These three items will be considered concurrently at the May 28, 2019 Sparks City Council meeting. Because the Development Agreement is approved by ordinance, two readings are required. Since the Conditional Use Permits are not approved by ordinance and do not require a first reading, the remainder of this staff report addresses only the Development Agreement. The staff report for the May 28th meeting will address the Conditional Use Permits as well as the Development Agreement.

DEVELOPMENT AGREEMENT

The proposed Development Agreement must be approved by the Sparks City Council by ordinance to take effect. The Planning Commission was responsible for reviewing the agreement for consistency with the Comprehensive Plan. The Development Agreement includes numerous provisions that the WCSD must comply with to mitigate impacts the proposed public high school is anticipated to have on the surrounding area.  Thorough analysis has been completed on this project by staff from the City of Sparks, Nevada Department of Transportation (NDOT), Regional Transportation Commission (RTC), and other public agencies.

The Development Agreement, inclusive of its exhibits, describes parameters for the project and development of the site, identifies the project’s anticipated impacts, and specifies required improvements to offsite public facilities and infrastructure needed to mitigate anticipated impacts. The next section of this staff report is devoted to describing the Wildcreek High School project and key parts of the Development Agreement.

+    Permitted uses. Section 3.1 of the Development Agreement limits the use of the subject property solely to a public high school with a total population of 2,275 persons (students, faculty, and staff). It does not restrict Washoe County from continuing to operate the southern portion of the existing golf course as such.

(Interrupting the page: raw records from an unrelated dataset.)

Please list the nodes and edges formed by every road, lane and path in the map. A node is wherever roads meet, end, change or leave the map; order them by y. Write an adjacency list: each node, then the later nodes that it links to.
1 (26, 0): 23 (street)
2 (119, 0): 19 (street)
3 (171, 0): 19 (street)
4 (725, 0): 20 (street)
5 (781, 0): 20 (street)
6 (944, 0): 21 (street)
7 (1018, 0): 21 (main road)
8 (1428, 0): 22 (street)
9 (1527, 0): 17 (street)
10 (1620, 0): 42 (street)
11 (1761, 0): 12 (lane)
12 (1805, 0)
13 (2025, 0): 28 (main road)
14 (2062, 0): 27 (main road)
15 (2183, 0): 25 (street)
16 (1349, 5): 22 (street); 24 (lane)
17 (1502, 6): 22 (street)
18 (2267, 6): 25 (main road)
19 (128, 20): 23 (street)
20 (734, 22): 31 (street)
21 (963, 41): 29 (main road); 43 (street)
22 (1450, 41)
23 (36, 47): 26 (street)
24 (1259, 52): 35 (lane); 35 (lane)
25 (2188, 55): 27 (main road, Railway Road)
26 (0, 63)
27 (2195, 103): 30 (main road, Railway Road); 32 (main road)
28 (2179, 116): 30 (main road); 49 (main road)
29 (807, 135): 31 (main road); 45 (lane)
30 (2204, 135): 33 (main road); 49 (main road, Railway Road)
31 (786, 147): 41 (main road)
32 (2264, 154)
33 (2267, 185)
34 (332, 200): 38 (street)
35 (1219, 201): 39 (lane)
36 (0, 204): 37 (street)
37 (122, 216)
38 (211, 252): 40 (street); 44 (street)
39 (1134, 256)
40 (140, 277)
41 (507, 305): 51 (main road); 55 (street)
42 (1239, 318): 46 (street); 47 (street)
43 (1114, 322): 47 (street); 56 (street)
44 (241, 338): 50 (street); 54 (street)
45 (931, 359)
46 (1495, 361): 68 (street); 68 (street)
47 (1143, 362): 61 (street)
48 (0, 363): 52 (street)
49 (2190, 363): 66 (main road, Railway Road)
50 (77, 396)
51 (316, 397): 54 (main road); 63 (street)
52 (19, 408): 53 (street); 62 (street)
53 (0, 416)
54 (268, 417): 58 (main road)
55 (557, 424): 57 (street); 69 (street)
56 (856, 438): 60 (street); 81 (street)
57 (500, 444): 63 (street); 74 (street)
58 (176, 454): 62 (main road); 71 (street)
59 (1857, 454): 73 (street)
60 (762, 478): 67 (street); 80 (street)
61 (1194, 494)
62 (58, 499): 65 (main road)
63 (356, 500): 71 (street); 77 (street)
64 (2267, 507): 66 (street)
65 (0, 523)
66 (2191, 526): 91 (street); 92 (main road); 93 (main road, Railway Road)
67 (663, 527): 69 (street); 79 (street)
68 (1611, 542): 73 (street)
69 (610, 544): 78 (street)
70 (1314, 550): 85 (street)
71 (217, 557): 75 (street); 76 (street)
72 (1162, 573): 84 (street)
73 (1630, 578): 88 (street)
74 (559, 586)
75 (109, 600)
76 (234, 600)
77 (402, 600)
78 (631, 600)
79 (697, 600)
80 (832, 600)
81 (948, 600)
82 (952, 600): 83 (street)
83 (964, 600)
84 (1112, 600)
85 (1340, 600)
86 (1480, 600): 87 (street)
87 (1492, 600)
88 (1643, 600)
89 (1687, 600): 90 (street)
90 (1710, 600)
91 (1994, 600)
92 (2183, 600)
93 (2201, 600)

The Sparks Municipal Code does not have specific design standards for the PF zoning district. Staff considered the design standards in the Sparks Municipal Code applicable to other non-residential uses and coordinated with the project architect on proposed building elevations.  The primary building material is concrete masonry units (CMU), which are accented with blue metal wall panels.  The architect has proposed a building that changes the visible roof profile to break up continuous runs.  Utilization of a mechanical screen wall will reduce the visibility of mechanical equipment, providing for better aesthetics.  The facades incorporate the use of awnings, arcades, staggered parapets, and two different multi-colored palettes in the block wall portions of the façades.   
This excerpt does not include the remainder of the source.